February was the worst. The day of the 22nd stuck its little hand into our lives, my grandfather was resting, was dangling on a piece of string, and it was showing sings of tear. My mom was gone, my grandma also, they were living with my grandfather full time. They were already doing this from our house, but this time my mom was living there with her parents. On that day, I woke up to the sound of my mom talking to me.
“Are you awake yet? My mom said.
“Hmmm, yeah.” I moaned, pushing through the haze of the early day.
I looked at the alarm clock, it said it was 6 AM. Suddenly, I realized I was being woken up far too early. My heart started pounding and my brain racing. I knew something was wrong with grandpa. Still, I held back my tears. I quickly put on my clothes. I didn’t even try to comb my hair.

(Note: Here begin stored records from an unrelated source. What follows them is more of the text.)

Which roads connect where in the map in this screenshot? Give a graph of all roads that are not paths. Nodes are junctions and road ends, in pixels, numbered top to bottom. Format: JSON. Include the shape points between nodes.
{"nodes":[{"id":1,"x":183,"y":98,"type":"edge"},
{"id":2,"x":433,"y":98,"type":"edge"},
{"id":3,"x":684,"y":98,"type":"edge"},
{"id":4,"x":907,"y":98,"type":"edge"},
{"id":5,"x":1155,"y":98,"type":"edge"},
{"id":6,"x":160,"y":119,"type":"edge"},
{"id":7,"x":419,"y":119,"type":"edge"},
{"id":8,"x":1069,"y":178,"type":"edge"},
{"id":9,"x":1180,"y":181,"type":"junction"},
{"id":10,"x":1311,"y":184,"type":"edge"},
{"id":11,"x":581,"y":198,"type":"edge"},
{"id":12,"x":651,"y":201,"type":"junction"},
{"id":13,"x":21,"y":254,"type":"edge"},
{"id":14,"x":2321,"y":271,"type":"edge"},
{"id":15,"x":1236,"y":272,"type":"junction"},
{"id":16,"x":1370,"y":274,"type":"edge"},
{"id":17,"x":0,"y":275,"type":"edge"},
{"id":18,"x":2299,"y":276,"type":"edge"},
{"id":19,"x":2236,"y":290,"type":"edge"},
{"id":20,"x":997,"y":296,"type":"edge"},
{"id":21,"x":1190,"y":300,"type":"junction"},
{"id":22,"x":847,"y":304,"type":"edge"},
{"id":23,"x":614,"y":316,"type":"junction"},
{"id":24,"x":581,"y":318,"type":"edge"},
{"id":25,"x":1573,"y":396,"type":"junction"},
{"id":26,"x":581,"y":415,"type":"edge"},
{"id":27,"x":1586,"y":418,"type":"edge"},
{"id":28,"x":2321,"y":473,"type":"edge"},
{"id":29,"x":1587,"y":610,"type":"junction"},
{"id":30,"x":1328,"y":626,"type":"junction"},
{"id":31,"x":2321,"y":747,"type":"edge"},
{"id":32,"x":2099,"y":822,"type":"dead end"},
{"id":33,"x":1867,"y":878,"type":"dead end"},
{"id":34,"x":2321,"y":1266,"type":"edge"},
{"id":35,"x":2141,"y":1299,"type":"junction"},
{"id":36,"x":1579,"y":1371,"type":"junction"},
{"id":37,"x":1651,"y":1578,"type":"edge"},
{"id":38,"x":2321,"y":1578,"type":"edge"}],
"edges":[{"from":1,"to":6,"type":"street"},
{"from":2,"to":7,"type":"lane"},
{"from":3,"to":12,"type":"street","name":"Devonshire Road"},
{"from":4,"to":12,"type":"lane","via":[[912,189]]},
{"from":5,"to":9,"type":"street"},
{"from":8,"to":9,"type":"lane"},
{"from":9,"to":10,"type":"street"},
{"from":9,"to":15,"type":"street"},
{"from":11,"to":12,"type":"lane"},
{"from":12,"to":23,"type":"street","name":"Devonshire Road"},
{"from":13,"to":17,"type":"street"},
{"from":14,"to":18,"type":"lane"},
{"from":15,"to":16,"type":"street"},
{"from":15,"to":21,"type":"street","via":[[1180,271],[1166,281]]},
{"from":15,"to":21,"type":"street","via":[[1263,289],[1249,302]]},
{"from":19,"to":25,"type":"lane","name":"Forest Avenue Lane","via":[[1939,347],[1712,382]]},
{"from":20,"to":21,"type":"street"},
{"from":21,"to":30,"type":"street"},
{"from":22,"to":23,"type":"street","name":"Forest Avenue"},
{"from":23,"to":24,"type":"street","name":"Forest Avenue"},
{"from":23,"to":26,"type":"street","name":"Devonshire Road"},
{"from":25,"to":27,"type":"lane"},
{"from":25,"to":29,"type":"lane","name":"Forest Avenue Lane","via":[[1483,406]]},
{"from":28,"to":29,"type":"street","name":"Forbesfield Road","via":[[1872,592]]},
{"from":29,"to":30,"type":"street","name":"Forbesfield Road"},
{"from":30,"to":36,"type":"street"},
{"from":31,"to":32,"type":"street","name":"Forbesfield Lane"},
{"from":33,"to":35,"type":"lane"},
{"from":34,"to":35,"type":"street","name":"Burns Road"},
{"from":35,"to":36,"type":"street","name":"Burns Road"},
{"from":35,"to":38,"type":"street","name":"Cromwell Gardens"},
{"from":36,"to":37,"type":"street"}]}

By the time I got to my grandfather, he had already died. His hollow shell, the man I had looked up to for so long was gone. The hairs of his face chiseled into his small face. He had a tear running down his eye. However, it was beautiful. The cancer may have claimed his body, but he died with his eyes closed and his dignity strong. I’ll never forget that day. The gentle snow was falling that day, covering the world in mourning. At that time, in that place. I thought the snow helped my grandfather ascend to heaven.
“Fühlen.”
When it was time for the funeral, a lot of people came to the ceremony. The funeral was intensely sensitive to a lot of the people. I heard the crying erupting in the back of the church. There were blemishes on the scene. It seemed a normal funeral, however, the box that was once my grandfather didn’t seem right, it was too small, too little of a monument to his honor. During that reception, I felt someone sitting next to me.. I was placed toward the end of the pew, it was empty.
I don’t now, maybe I was just needing that feeling, or maybe it was real. All I know was every time I felt that presence sitting next to me, I heard that one word again, “Fühlen, fühlen…” This time, I was saying the word. I wasn’t yelling it, but I wasn’t holding it under my breath either. My brother-in-law sitting next to me wasn’t listening, so I was not being heard. To this day, I don’t know why I was saying it.
It was nearly five minutes of repeating that word over and over. It started to feel irritable to me, frustrating. I suddenly felt a great mental pop. Suddenly, I started crying. It was wonderful and sinister at the same time. I could feel the resistant, warm, wet tears drop down my cheek. Suddenly I was holding my hands on my face, the word started to fade in steps.
First, I was saying it, then I was whispering it, then thinking it, and then finally, I was barely hearing it, and I was free. I felt as if two cinder blocks were hammered off my chest like an explosion. However, afterwards, relief, relief that would last forever. When I recovered from the blow, I looked at myself. I wasn’t crying anymore. I felt better. At the same time, I felt something next to me leaving, like it had done its duty.
He left something behind, he left me to live. I lived that entire year with nothing but his illness weighing on me, on us. But, I think at the end, the snow, in my mind had a responsibility of sorts. In my mind, it helped guide his soul to wherever it was going. Since my grandfather cried on his deathbed, that gave me permission to just “fühlen”. Once, before the cancer took over his body he told me, “Don’t worry about dying, because the minute you do, you’re dead.”